*** Data to process Section Begins ***
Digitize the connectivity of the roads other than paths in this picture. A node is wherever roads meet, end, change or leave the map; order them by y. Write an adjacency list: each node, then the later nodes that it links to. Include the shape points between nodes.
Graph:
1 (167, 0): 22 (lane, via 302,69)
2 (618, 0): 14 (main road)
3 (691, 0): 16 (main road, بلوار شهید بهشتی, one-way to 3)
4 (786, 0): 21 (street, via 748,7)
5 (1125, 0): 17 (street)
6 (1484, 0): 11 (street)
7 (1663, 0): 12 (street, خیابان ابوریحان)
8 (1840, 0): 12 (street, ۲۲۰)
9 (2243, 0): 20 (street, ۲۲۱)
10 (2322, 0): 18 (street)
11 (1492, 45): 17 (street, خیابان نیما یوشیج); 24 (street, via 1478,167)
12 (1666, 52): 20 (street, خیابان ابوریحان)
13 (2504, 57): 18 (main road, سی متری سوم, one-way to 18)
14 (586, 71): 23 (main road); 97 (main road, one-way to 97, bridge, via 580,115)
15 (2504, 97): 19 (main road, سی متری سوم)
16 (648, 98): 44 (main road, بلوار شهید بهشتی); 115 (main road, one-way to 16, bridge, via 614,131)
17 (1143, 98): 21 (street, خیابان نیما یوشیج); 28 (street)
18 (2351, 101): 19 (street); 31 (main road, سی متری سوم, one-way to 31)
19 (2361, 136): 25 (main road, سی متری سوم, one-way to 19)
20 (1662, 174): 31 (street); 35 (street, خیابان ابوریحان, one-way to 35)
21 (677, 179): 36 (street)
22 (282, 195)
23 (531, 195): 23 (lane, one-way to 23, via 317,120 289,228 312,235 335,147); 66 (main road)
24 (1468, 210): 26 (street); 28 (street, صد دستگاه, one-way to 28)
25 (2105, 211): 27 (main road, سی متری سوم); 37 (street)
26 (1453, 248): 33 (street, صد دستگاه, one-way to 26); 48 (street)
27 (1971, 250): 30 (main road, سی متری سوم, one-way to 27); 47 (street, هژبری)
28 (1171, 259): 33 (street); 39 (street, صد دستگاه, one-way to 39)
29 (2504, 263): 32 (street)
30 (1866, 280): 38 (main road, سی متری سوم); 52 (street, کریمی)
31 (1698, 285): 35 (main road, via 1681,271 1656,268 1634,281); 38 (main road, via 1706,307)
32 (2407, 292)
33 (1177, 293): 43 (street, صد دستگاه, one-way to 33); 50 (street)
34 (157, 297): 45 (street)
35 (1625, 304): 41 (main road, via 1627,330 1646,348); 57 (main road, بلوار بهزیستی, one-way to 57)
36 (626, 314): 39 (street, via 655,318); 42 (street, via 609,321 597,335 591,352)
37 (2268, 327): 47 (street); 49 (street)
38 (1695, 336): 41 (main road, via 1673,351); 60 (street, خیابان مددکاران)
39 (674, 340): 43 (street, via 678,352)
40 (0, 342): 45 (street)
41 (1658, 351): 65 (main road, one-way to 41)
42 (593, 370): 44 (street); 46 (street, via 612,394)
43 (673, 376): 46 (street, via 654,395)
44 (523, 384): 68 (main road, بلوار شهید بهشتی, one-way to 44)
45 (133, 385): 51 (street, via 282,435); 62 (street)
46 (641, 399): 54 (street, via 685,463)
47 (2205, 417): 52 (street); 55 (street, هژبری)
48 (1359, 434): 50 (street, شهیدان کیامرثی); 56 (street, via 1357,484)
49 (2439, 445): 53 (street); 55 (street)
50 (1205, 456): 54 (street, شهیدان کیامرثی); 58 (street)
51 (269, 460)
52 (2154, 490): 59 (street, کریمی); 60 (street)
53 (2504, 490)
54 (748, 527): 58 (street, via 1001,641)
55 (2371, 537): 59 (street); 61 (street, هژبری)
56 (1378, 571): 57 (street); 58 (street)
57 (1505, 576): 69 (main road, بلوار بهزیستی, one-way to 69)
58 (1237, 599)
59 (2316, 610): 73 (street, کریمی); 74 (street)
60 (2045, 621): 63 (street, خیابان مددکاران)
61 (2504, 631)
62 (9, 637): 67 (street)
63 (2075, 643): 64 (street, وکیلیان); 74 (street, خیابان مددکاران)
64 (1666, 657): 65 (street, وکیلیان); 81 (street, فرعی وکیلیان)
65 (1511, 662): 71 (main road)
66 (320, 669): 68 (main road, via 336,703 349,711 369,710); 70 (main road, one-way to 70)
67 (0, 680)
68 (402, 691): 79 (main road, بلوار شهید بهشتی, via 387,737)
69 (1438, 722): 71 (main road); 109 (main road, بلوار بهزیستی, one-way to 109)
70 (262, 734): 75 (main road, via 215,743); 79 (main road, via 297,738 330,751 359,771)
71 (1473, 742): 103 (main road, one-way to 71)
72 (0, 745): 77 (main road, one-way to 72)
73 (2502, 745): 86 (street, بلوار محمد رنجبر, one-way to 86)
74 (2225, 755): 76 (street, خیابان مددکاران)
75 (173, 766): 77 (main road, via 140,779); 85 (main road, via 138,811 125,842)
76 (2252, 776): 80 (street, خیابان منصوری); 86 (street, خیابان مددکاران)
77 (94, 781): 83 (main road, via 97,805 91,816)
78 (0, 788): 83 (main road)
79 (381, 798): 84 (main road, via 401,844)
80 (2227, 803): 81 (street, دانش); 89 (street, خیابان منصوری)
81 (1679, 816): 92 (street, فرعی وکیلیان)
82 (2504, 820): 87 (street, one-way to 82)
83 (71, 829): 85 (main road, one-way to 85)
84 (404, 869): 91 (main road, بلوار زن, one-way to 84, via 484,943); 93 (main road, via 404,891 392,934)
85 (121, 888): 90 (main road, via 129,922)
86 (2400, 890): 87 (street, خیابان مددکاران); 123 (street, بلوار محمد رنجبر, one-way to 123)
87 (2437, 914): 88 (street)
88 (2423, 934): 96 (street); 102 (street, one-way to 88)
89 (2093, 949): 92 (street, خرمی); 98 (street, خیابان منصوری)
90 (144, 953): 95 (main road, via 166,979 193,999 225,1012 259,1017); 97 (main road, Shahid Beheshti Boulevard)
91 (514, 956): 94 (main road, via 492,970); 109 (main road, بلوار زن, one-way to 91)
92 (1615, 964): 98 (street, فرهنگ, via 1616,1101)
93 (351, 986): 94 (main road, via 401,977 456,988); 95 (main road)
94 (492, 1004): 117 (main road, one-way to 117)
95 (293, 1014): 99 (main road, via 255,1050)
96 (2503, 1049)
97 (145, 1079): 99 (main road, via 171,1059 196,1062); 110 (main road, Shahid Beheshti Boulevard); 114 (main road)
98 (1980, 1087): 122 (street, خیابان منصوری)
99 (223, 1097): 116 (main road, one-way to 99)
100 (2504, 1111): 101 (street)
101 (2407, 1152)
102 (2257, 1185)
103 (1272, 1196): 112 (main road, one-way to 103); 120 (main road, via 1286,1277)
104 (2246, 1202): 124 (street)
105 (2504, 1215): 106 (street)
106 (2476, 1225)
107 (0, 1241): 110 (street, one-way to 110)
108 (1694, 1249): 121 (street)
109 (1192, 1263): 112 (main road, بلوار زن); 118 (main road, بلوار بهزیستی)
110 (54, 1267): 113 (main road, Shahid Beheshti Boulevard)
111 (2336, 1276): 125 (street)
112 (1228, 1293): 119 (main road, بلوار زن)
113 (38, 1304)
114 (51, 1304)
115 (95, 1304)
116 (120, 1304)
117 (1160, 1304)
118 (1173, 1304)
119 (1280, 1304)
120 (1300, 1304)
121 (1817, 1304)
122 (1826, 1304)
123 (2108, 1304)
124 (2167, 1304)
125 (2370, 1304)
*** Data to process Section Ends ***
- **Description of the task**:
Once every line of the material holding the word "دستگاه" has been counted, report the total and nothing more.

- **Problem solution**:
4